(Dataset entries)

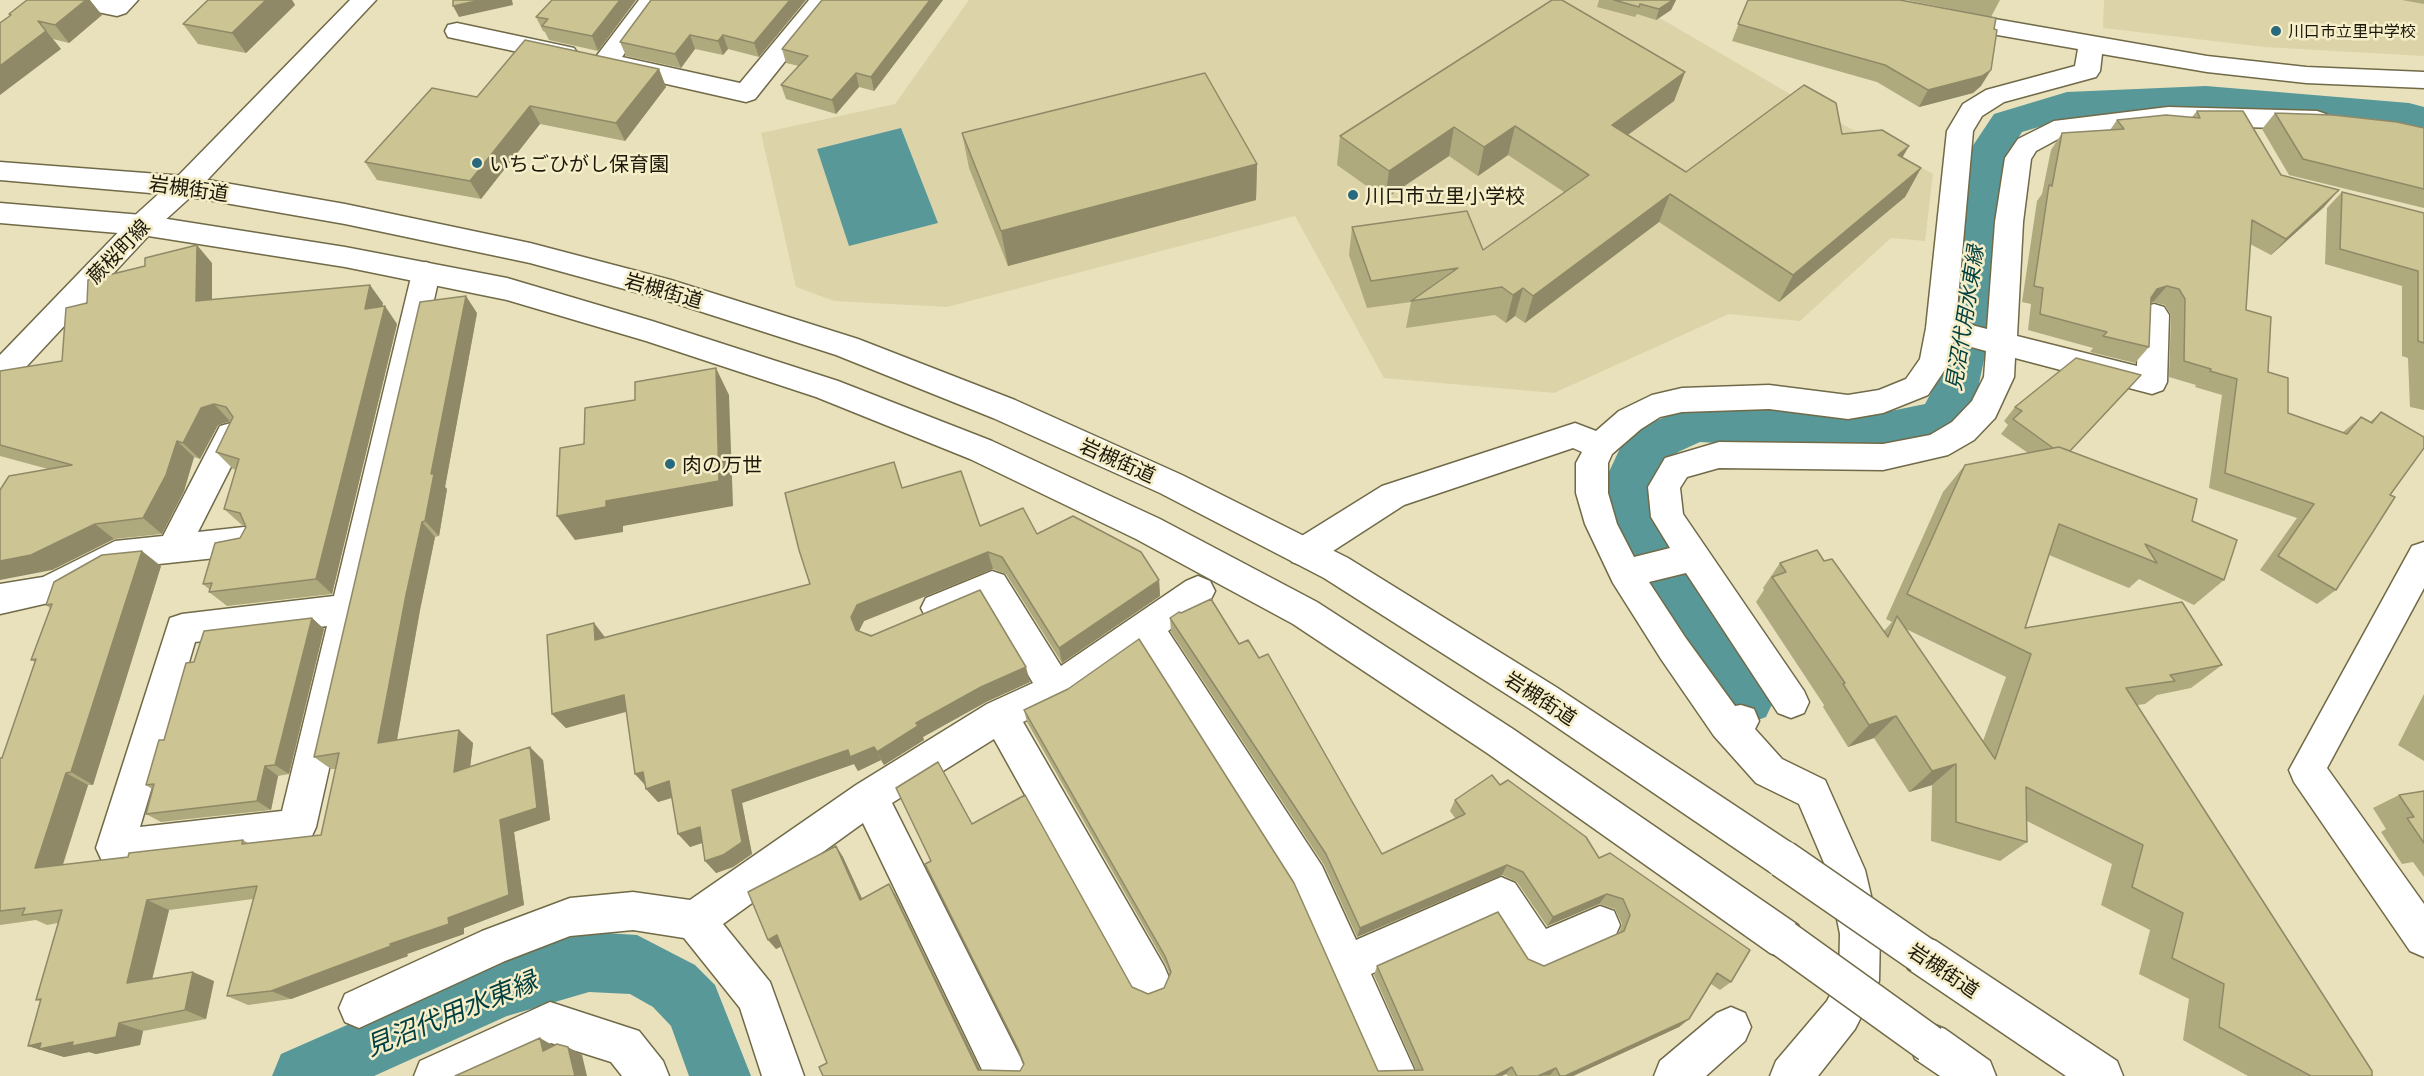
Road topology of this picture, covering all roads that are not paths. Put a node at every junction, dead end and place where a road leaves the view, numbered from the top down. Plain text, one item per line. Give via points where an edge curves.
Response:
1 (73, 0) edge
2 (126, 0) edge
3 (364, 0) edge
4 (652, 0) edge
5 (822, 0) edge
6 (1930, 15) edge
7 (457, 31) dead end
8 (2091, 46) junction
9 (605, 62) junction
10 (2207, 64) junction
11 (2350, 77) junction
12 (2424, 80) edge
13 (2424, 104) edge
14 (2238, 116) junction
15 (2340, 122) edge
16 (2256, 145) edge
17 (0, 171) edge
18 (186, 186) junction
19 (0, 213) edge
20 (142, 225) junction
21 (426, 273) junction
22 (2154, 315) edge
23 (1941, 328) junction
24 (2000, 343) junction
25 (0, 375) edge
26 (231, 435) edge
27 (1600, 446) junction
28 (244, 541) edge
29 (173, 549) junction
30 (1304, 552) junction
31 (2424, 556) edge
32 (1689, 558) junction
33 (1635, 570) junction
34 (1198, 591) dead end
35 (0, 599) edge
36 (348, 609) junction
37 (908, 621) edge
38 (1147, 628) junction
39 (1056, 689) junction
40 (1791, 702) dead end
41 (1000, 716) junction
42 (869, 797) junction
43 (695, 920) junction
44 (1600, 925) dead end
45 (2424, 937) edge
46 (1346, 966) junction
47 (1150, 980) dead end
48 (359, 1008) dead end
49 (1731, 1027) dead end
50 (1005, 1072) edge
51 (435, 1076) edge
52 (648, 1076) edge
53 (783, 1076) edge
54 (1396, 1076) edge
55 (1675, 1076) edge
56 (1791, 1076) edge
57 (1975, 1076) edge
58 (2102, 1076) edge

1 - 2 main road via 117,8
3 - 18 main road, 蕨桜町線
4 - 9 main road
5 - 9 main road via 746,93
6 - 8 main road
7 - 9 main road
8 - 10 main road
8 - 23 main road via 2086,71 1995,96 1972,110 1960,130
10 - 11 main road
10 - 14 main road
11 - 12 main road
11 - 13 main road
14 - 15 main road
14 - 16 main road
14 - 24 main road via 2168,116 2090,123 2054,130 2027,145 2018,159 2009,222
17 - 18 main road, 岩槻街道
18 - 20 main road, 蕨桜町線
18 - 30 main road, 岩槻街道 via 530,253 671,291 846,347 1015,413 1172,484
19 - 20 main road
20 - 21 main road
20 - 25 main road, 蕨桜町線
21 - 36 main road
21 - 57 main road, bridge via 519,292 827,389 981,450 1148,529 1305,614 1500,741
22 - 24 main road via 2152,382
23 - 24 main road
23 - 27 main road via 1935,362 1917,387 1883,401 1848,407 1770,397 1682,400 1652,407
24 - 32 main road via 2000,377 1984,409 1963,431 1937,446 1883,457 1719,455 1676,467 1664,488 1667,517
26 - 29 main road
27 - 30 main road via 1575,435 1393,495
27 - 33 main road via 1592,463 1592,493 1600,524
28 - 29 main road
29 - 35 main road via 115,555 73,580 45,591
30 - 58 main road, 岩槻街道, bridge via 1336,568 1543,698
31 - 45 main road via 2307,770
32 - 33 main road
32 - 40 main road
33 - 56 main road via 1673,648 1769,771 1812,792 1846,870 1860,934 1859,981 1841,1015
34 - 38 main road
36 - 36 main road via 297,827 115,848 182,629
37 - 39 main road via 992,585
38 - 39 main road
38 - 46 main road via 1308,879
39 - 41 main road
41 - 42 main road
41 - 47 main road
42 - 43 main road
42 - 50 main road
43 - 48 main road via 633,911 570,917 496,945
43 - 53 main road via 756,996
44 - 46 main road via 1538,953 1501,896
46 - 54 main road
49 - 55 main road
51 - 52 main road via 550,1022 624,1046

→ **Exercise objective**:
Report every line of the records that contains the word "岩槻街道".

→ **Expected answer**:
17 - 18 main road, 岩槻街道
18 - 30 main road, 岩槻街道 via 530,253 671,291 846,347 1015,413 1172,484
30 - 58 main road, 岩槻街道, bridge via 1336,568 1543,698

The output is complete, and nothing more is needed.